Friday, 03/23/2018 7:15:48 AM

Friday, March 23, 2018 7:15:48 AM

Post# of 3985
Thanks for referencing this.

Overall it's a nice updated presentation, where they also nicely highlight issues discussed on those seeking alpha articles and this board. Wonder if IR is paying attention to these platforms? :)

While the presentation looks good and they have their ducks in a row, there are two things that were of particular interest to me, one good and one not-so-good.

1. Good: I find it interesting that from the beginning of the OPRX-106 slides (17-22), they have changed OPRX-106 potential indications from Ulcerative Colitis (UC) to the more general Inflammatory Bowel Syndrome (IBS). IBS includes both UC (which is generally restricted to the colon) and Crohn's Disease (CD), which can affect any and all areas of the gastro-intestinal tract, but most effects most commonly seen in the Ileum and the Colon. The Ileum is the last part of the small intestine that feeds into the colon.

This is an interesting development as it would mean that when these OPRX-106 patients were getting their treatment, this was not only impacting on the Colon where the majority of the bacteria are that breakdown the cellulose membrane releasing the anti-TNF alpha, but that this was also impacting on the ileum right before the colon.

This could make sense for a couple of reasons. The carrot plant cells that encapsulate the anti-TNF alpha are vascular plant cells. These as per design are unable to be broken down by the digestive system until they reach the colon, where the return from highly acidic environment in the stomach and through the duodenum, jejunum, ileum and finally to a Neutral pH of 7 in the Colon which then allows bacteria to live which in turn break down the cellulose wall and thus releasing the anti-TNF to the target site in the colon.
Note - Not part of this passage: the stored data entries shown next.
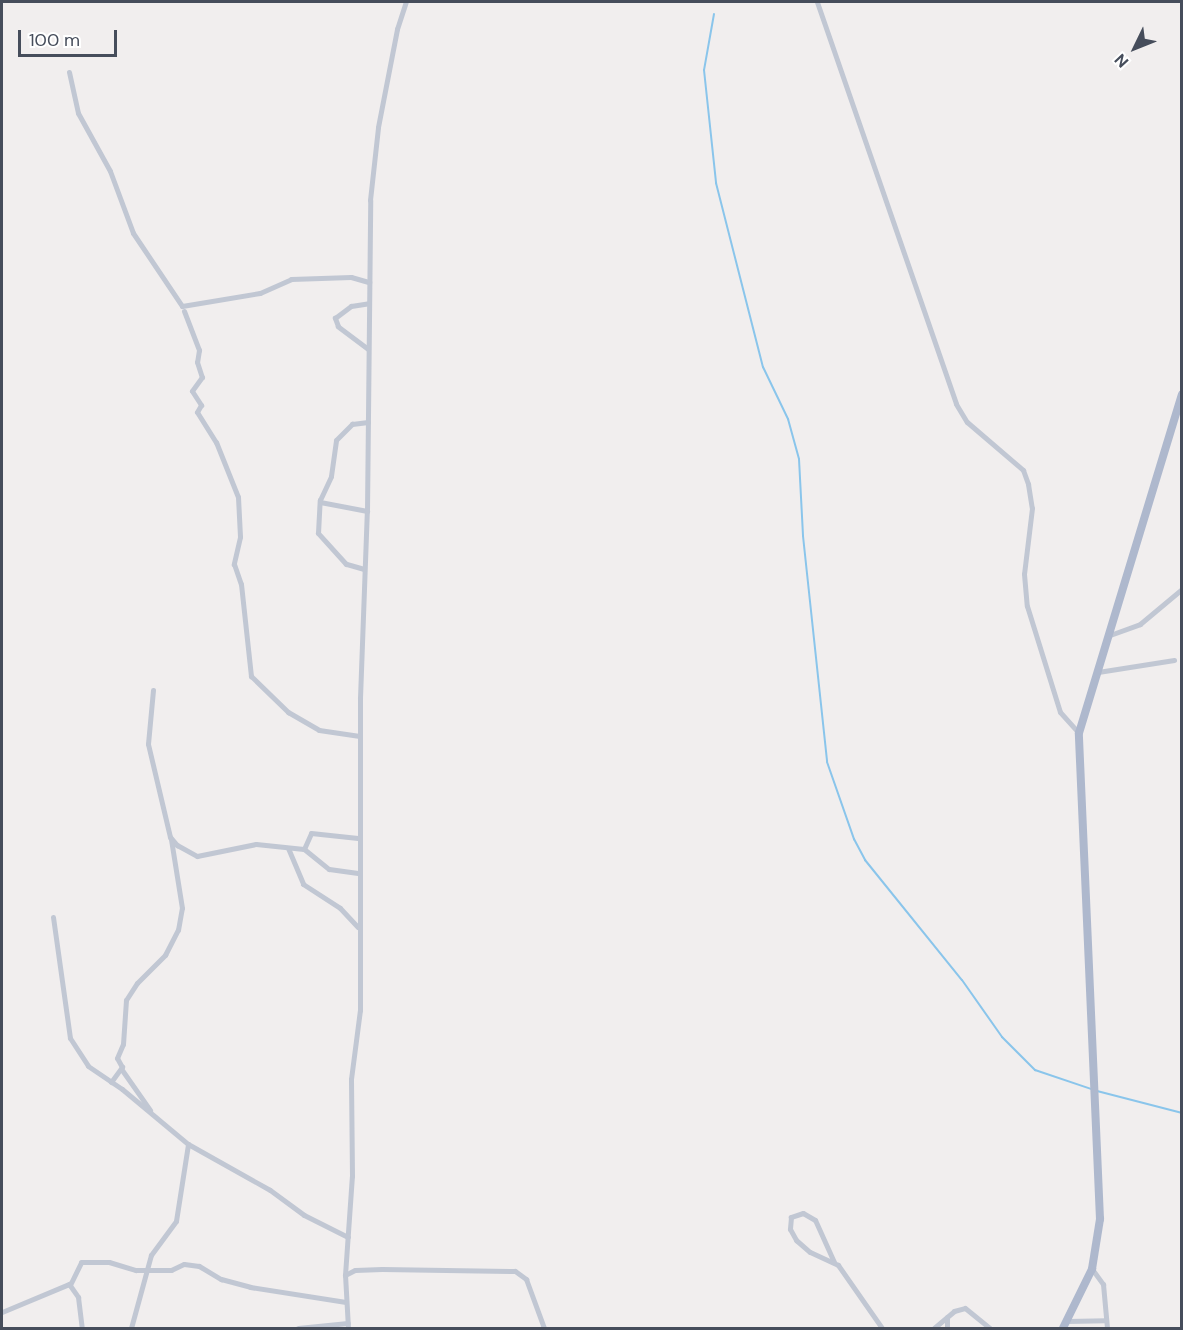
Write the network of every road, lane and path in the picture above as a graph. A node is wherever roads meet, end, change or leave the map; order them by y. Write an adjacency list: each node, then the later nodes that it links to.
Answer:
1 (406, 2): 4 (street)
2 (817, 2): 18 (street)
3 (69, 72): 4 (street)
4 (369, 282): 5 (street)
5 (369, 303): 7 (street); 7 (street)
6 (184, 310): 19 (street)
7 (368, 349): 9 (street)
8 (1182, 394): 14 (main road)
9 (368, 422): 10 (street); 11 (street)
10 (320, 502): 11 (street); 12 (street)
11 (367, 511): 12 (street)
12 (364, 569): 19 (street)
13 (1182, 589): 14 (street)
14 (1110, 635): 16 (main road)
15 (1174, 660): 16 (street)
16 (1098, 672): 18 (main road)
17 (153, 690): 21 (street)
18 (1080, 733): 34 (main road)
19 (360, 736): 20 (street)
20 (358, 837): 23 (street); 24 (street)
21 (171, 839): 22 (street); 27 (street)
22 (288, 848): 23 (street); 26 (street)
23 (303, 849): 24 (street)
24 (358, 873): 26 (street)
25 (53, 917): 28 (street)
26 (358, 927): 31 (street)
27 (122, 1070): 28 (street); 29 (street)
28 (111, 1082): 29 (street)
29 (152, 1114): 30 (street)
30 (188, 1144): 31 (street); 33 (street)
31 (348, 1237): 35 (street)
32 (834, 1262): 32 (street); 47 (street)
33 (148, 1269): 36 (street); 37 (street); 44 (street)
34 (1092, 1269): 40 (street); 41 (main road)
35 (345, 1275): 37 (street); 46 (street)
36 (70, 1285): 38 (street); 43 (street)
37 (346, 1302): 42 (street)
38 (2, 1312)
39 (947, 1317): 48 (street); 49 (street); 50 (street)
40 (1106, 1320): 41 (street); 51 (street)
41 (1065, 1325)
42 (348, 1326): 45 (street)
43 (82, 1329)
44 (132, 1329)
45 (298, 1329)
46 (544, 1329)
47 (882, 1329)
48 (934, 1329)
49 (947, 1329)
50 (990, 1329)
51 (1107, 1329)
However, one must also remember that once we get to the jejunum, the pH is between 7 and 9 (maybe too alkaline for most bacteria), and then in the Ileum is between 7 and 8, before entering the Colon with a pH of 7. Thus given the close proximity to the colon and the close pH, it may be entirely possible, that certain more robust bacteria are able to venture a certain distance into the Ileum where they already begin to degrade some of the cellulose walls and releasing the anti-TNF into the ileum too as well as then following on via the same mechanism into the colon. Thus treating both UC and the main locations of Crohn's disease.
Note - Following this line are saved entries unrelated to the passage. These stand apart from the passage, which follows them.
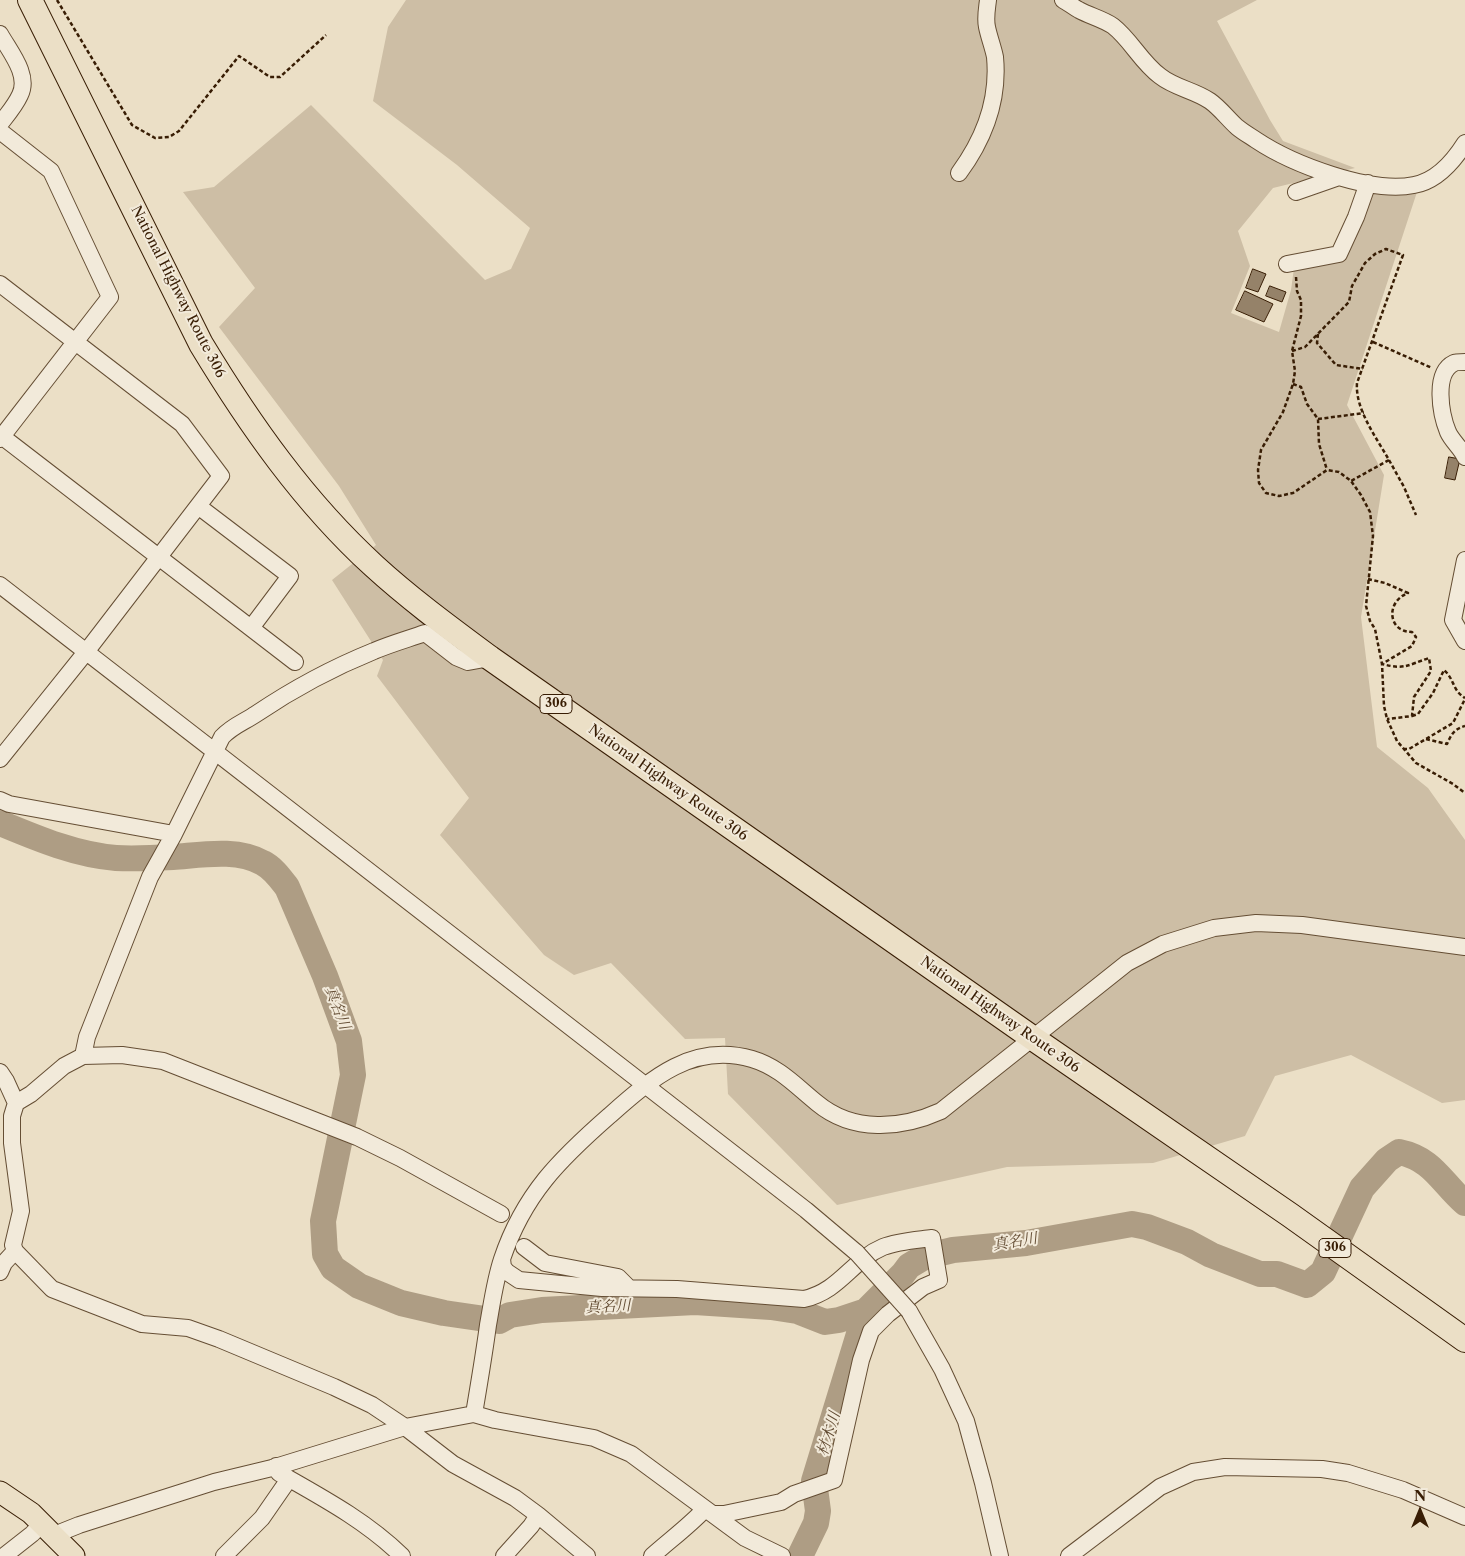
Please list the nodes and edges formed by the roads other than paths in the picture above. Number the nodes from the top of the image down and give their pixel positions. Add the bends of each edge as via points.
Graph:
1 (30, 0) edge
2 (988, 0) edge
3 (1063, 0) edge
4 (0, 34) edge
5 (0, 124) edge
6 (0, 131) edge
7 (1465, 143) edge
8 (959, 173) dead end
9 (1339, 177) junction
10 (1368, 183) junction
11 (1296, 192) dead end
12 (1291, 268) road end
13 (0, 284) edge
14 (76, 341) junction
15 (1465, 362) edge
16 (1, 437) edge
17 (1465, 457) edge
18 (198, 506) junction
19 (159, 557) junction
20 (1465, 560) edge
21 (0, 585) edge
22 (251, 628) junction
23 (1465, 641) edge
24 (86, 652) junction
25 (490, 658) junction
26 (295, 662) dead end
27 (214, 752) junction
28 (0, 759) edge
29 (0, 800) edge
30 (172, 838) junction
31 (1465, 947) edge
32 (1034, 1039) junction
33 (83, 1056) junction
34 (0, 1072) edge
35 (645, 1084) junction
36 (9, 1112) edge
37 (501, 1214) dead end
38 (524, 1246) dead end
39 (15, 1252) junction
40 (502, 1259) junction
41 (0, 1272) edge
42 (629, 1288) junction
43 (1465, 1340) edge
44 (474, 1414) junction
45 (406, 1426) junction
46 (276, 1466) junction
47 (289, 1479) junction
48 (0, 1492) edge
49 (709, 1512) junction
50 (538, 1515) junction
51 (1465, 1518) edge
52 (48, 1529) junction
53 (4, 1556) edge
54 (74, 1556) edge
55 (224, 1556) edge
56 (402, 1556) edge
57 (504, 1556) edge
58 (586, 1556) edge
59 (652, 1556) edge
60 (782, 1556) edge
61 (1000, 1556) edge
62 (1069, 1556) edge

1 - 25 highway, National Highway Route 306 / 306 via 201,344 248,419 299,486 367,559 425,609
2 - 8 street via 986,15 994,55 995,95 987,121 968,162
3 - 9 street via 1112,25 1160,77 1213,102 1238,128 1257,141 1296,163
4 - 5 street via 23,83 20,97
6 - 14 street via 51,171 110,297
7 - 10 street via 1439,174 1415,185 1393,187
9 - 10 street
9 - 11 street
10 - 12 street via 1339,254
13 - 14 street
14 - 16 street
14 - 18 street via 182,424 221,476
15 - 17 street via 1454,363 1446,370 1440,400 1448,433
16 - 19 street
18 - 19 street
18 - 22 street via 290,576
19 - 22 street
19 - 24 street
20 - 23 street via 1453,620
21 - 24 street
22 - 26 street
24 - 27 street
24 - 28 street
25 - 27 street via 468,662 425,634 375,650 308,681 235,725 222,737
25 - 32 highway, National Highway Route 306 / 306
27 - 30 street
27 - 35 street
29 - 30 street
30 - 33 street via 150,877 87,1037
31 - 32 street via 1302,925 1256,923 1214,928 1163,944 1127,963
32 - 35 street via 941,1111 899,1124 870,1125 835,1115 775,1068 750,1058 723,1055 698,1058
32 - 43 highway, National Highway Route 306 / 306
33 - 36 street via 64,1066
33 - 37 street via 122,1055 163,1061 357,1137
34 - 36 street via 6,1081
35 - 40 street via 549,1173 522,1213
35 - 61 street, bridge via 857,1253 909,1311 942,1369 966,1421
36 - 39 street via 21,1212 13,1245
38 - 42 street via 545,1262 618,1276
39 - 41 street
39 - 45 street via 52,1288 142,1324 188,1328 219,1339 334,1387
40 - 42 street via 507,1272 519,1280
40 - 44 street
42 - 49 street via 677,1288 804,1299 831,1289 884,1247 932,1238 935,1245 940,1280 922,1287 871,1330 861,1360 834,1480 781,1502 724,1514
44 - 45 street
44 - 49 street via 594,1438 631,1454
45 - 46 street
45 - 50 street via 453,1464 515,1498
46 - 47 street via 279,1473
46 - 52 street via 214,1482 80,1525
47 - 55 street via 262,1518
47 - 56 street via 371,1528
48 - 52 main road
49 - 59 street
49 - 60 street via 744,1538
50 - 57 street
50 - 58 street
51 - 62 street via 1403,1490 1348,1473 1322,1469 1225,1467 1192,1472 1160,1487
52 - 53 street via 32,1534
52 - 54 main road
Thus expanding the potential to both UC and Crohn's disease patients. Because these two issues are so similar interms of pathology presentation and treatment, I wouldn't see a particular problem with the FDA allowing Protalix to recruit both UC and Crohn's patients in separate arms of the Phase III.

I would suppose that the above benefit to the Ileum would have been noted by using the colonoscopy to just investigate a little further up than just in the colon. Looking forward to the full data presentation later.

Also this Crohn's development nicely potentially opens up another 3 billion in market for OPRX-106 to join.


2. Not-so-good: PRX-110, slide 26 has some annoying news, that the CF foundation 'acknowledged the need and the potential of PRX-110 for CF but declined funding for the current proposal protocol' and therefore Protalix on the feedback is amending the protocol and resubmitting it, which they plan to do with "the potential partner".

So, annoying that it wasn't approved on the first go, but good that they can resubmit and the statement of "the potential partner" should mean that they are in decent discussions based on the new Phase II data.


Overall good and looking forward to Fabry results in 2019 and to seeing the next clinical trials for 106 and 110 kick off hopefully by end of this year.